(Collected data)
▼

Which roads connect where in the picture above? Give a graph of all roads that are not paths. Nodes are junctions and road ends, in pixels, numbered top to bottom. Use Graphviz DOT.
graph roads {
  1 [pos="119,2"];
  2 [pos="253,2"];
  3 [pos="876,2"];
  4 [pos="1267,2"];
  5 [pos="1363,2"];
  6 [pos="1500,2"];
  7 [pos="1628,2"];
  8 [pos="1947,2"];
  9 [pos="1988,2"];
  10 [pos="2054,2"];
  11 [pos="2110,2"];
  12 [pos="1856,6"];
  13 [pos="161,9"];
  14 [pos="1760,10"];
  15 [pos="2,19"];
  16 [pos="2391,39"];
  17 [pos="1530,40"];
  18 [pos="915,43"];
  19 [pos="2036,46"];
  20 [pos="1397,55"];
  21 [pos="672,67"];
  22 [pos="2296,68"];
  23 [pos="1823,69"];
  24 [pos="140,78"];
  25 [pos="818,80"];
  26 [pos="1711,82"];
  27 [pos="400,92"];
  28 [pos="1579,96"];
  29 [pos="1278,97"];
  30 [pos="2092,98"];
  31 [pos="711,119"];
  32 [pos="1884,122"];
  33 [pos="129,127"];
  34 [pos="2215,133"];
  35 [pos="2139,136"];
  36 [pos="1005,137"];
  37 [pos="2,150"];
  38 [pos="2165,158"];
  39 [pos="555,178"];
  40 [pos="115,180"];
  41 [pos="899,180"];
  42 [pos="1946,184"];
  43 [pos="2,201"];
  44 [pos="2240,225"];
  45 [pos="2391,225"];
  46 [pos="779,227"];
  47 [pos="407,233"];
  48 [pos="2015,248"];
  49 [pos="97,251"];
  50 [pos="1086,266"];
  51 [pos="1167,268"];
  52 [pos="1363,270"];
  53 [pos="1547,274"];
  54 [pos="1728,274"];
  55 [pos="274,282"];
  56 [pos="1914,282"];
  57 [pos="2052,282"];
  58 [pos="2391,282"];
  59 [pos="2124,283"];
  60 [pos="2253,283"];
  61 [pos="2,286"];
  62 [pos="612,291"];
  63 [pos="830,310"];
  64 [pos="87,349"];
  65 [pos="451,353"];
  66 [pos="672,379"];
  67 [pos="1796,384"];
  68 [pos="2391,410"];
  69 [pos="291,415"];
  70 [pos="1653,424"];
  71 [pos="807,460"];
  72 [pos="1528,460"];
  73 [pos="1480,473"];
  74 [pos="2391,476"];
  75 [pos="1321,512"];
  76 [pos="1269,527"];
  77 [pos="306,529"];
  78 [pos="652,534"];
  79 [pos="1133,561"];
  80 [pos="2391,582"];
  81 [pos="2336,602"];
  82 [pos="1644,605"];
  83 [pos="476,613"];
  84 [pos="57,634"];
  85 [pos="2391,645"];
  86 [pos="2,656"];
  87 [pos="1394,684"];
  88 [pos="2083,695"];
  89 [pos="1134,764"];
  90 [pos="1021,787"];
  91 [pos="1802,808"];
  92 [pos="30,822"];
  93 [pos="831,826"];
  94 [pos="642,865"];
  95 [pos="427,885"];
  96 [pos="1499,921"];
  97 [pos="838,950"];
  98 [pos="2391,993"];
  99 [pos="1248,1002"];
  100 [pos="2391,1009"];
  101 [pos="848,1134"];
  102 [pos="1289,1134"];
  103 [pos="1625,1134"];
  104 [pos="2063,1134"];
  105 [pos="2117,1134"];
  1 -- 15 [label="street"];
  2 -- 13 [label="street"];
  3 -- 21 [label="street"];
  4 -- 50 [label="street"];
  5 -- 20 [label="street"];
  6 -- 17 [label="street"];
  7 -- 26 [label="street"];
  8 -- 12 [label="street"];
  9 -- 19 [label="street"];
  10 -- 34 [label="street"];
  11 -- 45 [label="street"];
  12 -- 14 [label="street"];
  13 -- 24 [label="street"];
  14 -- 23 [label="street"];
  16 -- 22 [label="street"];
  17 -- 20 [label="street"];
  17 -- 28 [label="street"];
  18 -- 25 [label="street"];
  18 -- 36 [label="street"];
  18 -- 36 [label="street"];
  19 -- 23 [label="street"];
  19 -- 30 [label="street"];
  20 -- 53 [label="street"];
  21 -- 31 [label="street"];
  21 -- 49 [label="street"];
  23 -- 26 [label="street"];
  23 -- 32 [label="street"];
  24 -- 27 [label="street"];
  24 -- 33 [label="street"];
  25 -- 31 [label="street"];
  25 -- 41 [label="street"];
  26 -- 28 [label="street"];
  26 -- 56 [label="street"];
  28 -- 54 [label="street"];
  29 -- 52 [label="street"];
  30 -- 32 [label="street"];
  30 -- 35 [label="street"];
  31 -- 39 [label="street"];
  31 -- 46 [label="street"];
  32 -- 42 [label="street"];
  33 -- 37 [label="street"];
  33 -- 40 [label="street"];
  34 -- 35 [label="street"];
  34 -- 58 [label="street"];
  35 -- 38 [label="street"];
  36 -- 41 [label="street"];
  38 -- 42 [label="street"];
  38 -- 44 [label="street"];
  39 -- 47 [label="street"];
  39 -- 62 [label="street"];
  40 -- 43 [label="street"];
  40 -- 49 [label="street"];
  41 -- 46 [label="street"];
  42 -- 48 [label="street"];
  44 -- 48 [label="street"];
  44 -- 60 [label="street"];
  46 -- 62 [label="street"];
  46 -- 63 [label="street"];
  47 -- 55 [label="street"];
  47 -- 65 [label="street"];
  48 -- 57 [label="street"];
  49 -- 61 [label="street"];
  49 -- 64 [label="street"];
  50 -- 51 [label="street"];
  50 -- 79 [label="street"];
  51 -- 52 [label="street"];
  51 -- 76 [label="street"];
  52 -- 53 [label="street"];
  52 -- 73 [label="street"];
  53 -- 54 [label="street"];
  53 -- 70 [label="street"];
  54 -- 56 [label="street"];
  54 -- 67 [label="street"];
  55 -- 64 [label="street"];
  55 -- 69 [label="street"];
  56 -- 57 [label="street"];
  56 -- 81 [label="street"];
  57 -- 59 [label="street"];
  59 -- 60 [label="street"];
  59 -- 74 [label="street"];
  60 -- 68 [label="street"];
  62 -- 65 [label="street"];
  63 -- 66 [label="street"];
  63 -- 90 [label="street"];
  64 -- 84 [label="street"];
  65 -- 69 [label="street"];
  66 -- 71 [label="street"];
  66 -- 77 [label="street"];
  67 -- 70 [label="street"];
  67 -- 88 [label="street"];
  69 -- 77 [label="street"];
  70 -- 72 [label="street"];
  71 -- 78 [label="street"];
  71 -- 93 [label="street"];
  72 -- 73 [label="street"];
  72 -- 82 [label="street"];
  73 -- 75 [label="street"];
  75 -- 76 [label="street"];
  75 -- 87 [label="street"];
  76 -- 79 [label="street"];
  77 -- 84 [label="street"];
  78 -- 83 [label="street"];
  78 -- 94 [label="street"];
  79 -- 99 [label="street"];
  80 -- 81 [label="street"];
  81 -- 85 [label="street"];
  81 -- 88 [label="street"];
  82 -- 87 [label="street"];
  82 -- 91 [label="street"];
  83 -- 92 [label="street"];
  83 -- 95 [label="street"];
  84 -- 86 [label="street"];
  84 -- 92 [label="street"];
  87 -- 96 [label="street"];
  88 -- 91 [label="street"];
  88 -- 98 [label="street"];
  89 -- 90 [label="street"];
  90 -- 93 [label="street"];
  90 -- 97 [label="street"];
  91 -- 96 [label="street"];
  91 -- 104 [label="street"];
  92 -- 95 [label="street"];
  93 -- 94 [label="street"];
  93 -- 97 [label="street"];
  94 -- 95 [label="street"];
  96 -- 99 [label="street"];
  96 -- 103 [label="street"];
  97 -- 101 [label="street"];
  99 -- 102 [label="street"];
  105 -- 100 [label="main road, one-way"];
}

▲

- [Instructions to follow]: Each entry should be written out again exactly, with no word left out.

- [Response to the exercise]:
Which roads connect where in the picture above? Give a graph of all roads that are not paths. Nodes are junctions and road ends, in pixels, numbered top to bottom. Use Graphviz DOT.
graph roads {
  1 [pos="119,2"];
  2 [pos="253,2"];
  3 [pos="876,2"];
  4 [pos="1267,2"];
  5 [pos="1363,2"];
  6 [pos="1500,2"];
  7 [pos="1628,2"];
  8 [pos="1947,2"];
  9 [pos="1988,2"];
  10 [pos="2054,2"];
  11 [pos="2110,2"];
  12 [pos="1856,6"];
  13 [pos="161,9"];
  14 [pos="1760,10"];
  15 [pos="2,19"];
  16 [pos="2391,39"];
  17 [pos="1530,40"];
  18 [pos="915,43"];
  19 [pos="2036,46"];
  20 [pos="1397,55"];
  21 [pos="672,67"];
  22 [pos="2296,68"];
  23 [pos="1823,69"];
  24 [pos="140,78"];
  25 [pos="818,80"];
  26 [pos="1711,82"];
  27 [pos="400,92"];
  28 [pos="1579,96"];
  29 [pos="1278,97"];
  30 [pos="2092,98"];
  31 [pos="711,119"];
  32 [pos="1884,122"];
  33 [pos="129,127"];
  34 [pos="2215,133"];
  35 [pos="2139,136"];
  36 [pos="1005,137"];
  37 [pos="2,150"];
  38 [pos="2165,158"];
  39 [pos="555,178"];
  40 [pos="115,180"];
  41 [pos="899,180"];
  42 [pos="1946,184"];
  43 [pos="2,201"];
  44 [pos="2240,225"];
  45 [pos="2391,225"];
  46 [pos="779,227"];
  47 [pos="407,233"];
  48 [pos="2015,248"];
  49 [pos="97,251"];
  50 [pos="1086,266"];
  51 [pos="1167,268"];
  52 [pos="1363,270"];
  53 [pos="1547,274"];
  54 [pos="1728,274"];
  55 [pos="274,282"];
  56 [pos="1914,282"];
  57 [pos="2052,282"];
  58 [pos="2391,282"];
  59 [pos="2124,283"];
  60 [pos="2253,283"];
  61 [pos="2,286"];
  62 [pos="612,291"];
  63 [pos="830,310"];
  64 [pos="87,349"];
  65 [pos="451,353"];
  66 [pos="672,379"];
  67 [pos="1796,384"];
  68 [pos="2391,410"];
  69 [pos="291,415"];
  70 [pos="1653,424"];
  71 [pos="807,460"];
  72 [pos="1528,460"];
  73 [pos="1480,473"];
  74 [pos="2391,476"];
  75 [pos="1321,512"];
  76 [pos="1269,527"];
  77 [pos="306,529"];
  78 [pos="652,534"];
  79 [pos="1133,561"];
  80 [pos="2391,582"];
  81 [pos="2336,602"];
  82 [pos="1644,605"];
  83 [pos="476,613"];
  84 [pos="57,634"];
  85 [pos="2391,645"];
  86 [pos="2,656"];
  87 [pos="1394,684"];
  88 [pos="2083,695"];
  89 [pos="1134,764"];
  90 [pos="1021,787"];
  91 [pos="1802,808"];
  92 [pos="30,822"];
  93 [pos="831,826"];
  94 [pos="642,865"];
  95 [pos="427,885"];
  96 [pos="1499,921"];
  97 [pos="838,950"];
  98 [pos="2391,993"];
  99 [pos="1248,1002"];
  100 [pos="2391,1009"];
  101 [pos="848,1134"];
  102 [pos="1289,1134"];
  103 [pos="1625,1134"];
  104 [pos="2063,1134"];
  105 [pos="2117,1134"];
  1 -- 15 [label="street"];
  2 -- 13 [label="street"];
  3 -- 21 [label="street"];
  4 -- 50 [label="street"];
  5 -- 20 [label="street"];
  6 -- 17 [label="street"];
  7 -- 26 [label="street"];
  8 -- 12 [label="street"];
  9 -- 19 [label="street"];
  10 -- 34 [label="street"];
  11 -- 45 [label="street"];
  12 -- 14 [label="street"];
  13 -- 24 [label="street"];
  14 -- 23 [label="street"];
  16 -- 22 [label="street"];
  17 -- 20 [label="street"];
  17 -- 28 [label="street"];
  18 -- 25 [label="street"];
  18 -- 36 [label="street"];
  18 -- 36 [label="street"];
  19 -- 23 [label="street"];
  19 -- 30 [label="street"];
  20 -- 53 [label="street"];
  21 -- 31 [label="street"];
  21 -- 49 [label="street"];
  23 -- 26 [label="street"];
  23 -- 32 [label="street"];
  24 -- 27 [label="street"];
  24 -- 33 [label="street"];
  25 -- 31 [label="street"];
  25 -- 41 [label="street"];
  26 -- 28 [label="street"];
  26 -- 56 [label="street"];
  28 -- 54 [label="street"];
  29 -- 52 [label="street"];
  30 -- 32 [label="street"];
  30 -- 35 [label="street"];
  31 -- 39 [label="street"];
  31 -- 46 [label="street"];
  32 -- 42 [label="street"];
  33 -- 37 [label="street"];
  33 -- 40 [label="street"];
  34 -- 35 [label="street"];
  34 -- 58 [label="street"];
  35 -- 38 [label="street"];
  36 -- 41 [label="street"];
  38 -- 42 [label="street"];
  38 -- 44 [label="street"];
  39 -- 47 [label="street"];
  39 -- 62 [label="street"];
  40 -- 43 [label="street"];
  40 -- 49 [label="street"];
  41 -- 46 [label="street"];
  42 -- 48 [label="street"];
  44 -- 48 [label="street"];
  44 -- 60 [label="street"];
  46 -- 62 [label="street"];
  46 -- 63 [label="street"];
  47 -- 55 [label="street"];
  47 -- 65 [label="street"];
  48 -- 57 [label="street"];
  49 -- 61 [label="street"];
  49 -- 64 [label="street"];
  50 -- 51 [label="street"];
  50 -- 79 [label="street"];
  51 -- 52 [label="street"];
  51 -- 76 [label="street"];
  52 -- 53 [label="street"];
  52 -- 73 [label="street"];
  53 -- 54 [label="street"];
  53 -- 70 [label="street"];
  54 -- 56 [label="street"];
  54 -- 67 [label="street"];
  55 -- 64 [label="street"];
  55 -- 69 [label="street"];
  56 -- 57 [label="street"];
  56 -- 81 [label="street"];
  57 -- 59 [label="street"];
  59 -- 60 [label="street"];
  59 -- 74 [label="street"];
  60 -- 68 [label="street"];
  62 -- 65 [label="street"];
  63 -- 66 [label="street"];
  63 -- 90 [label="street"];
  64 -- 84 [label="street"];
  65 -- 69 [label="street"];
  66 -- 71 [label="street"];
  66 -- 77 [label="street"];
  67 -- 70 [label="street"];
  67 -- 88 [label="street"];
  69 -- 77 [label="street"];
  70 -- 72 [label="street"];
  71 -- 78 [label="street"];
  71 -- 93 [label="street"];
  72 -- 73 [label="street"];
  72 -- 82 [label="street"];
  73 -- 75 [label="street"];
  75 -- 76 [label="street"];
  75 -- 87 [label="street"];
  76 -- 79 [label="street"];
  77 -- 84 [label="street"];
  78 -- 83 [label="street"];
  78 -- 94 [label="street"];
  79 -- 99 [label="street"];
  80 -- 81 [label="street"];
  81 -- 85 [label="street"];
  81 -- 88 [label="street"];
  82 -- 87 [label="street"];
  82 -- 91 [label="street"];
  83 -- 92 [label="street"];
  83 -- 95 [label="street"];
  84 -- 86 [label="street"];
  84 -- 92 [label="street"];
  87 -- 96 [label="street"];
  88 -- 91 [label="street"];
  88 -- 98 [label="street"];
  89 -- 90 [label="street"];
  90 -- 93 [label="street"];
  90 -- 97 [label="street"];
  91 -- 96 [label="street"];
  91 -- 104 [label="street"];
  92 -- 95 [label="street"];
  93 -- 94 [label="street"];
  93 -- 97 [label="street"];
  94 -- 95 [label="street"];
  96 -- 99 [label="street"];
  96 -- 103 [label="street"];
  97 -- 101 [label="street"];
  99 -- 102 [label="street"];
  105 -- 100 [label="main road, one-way"];
}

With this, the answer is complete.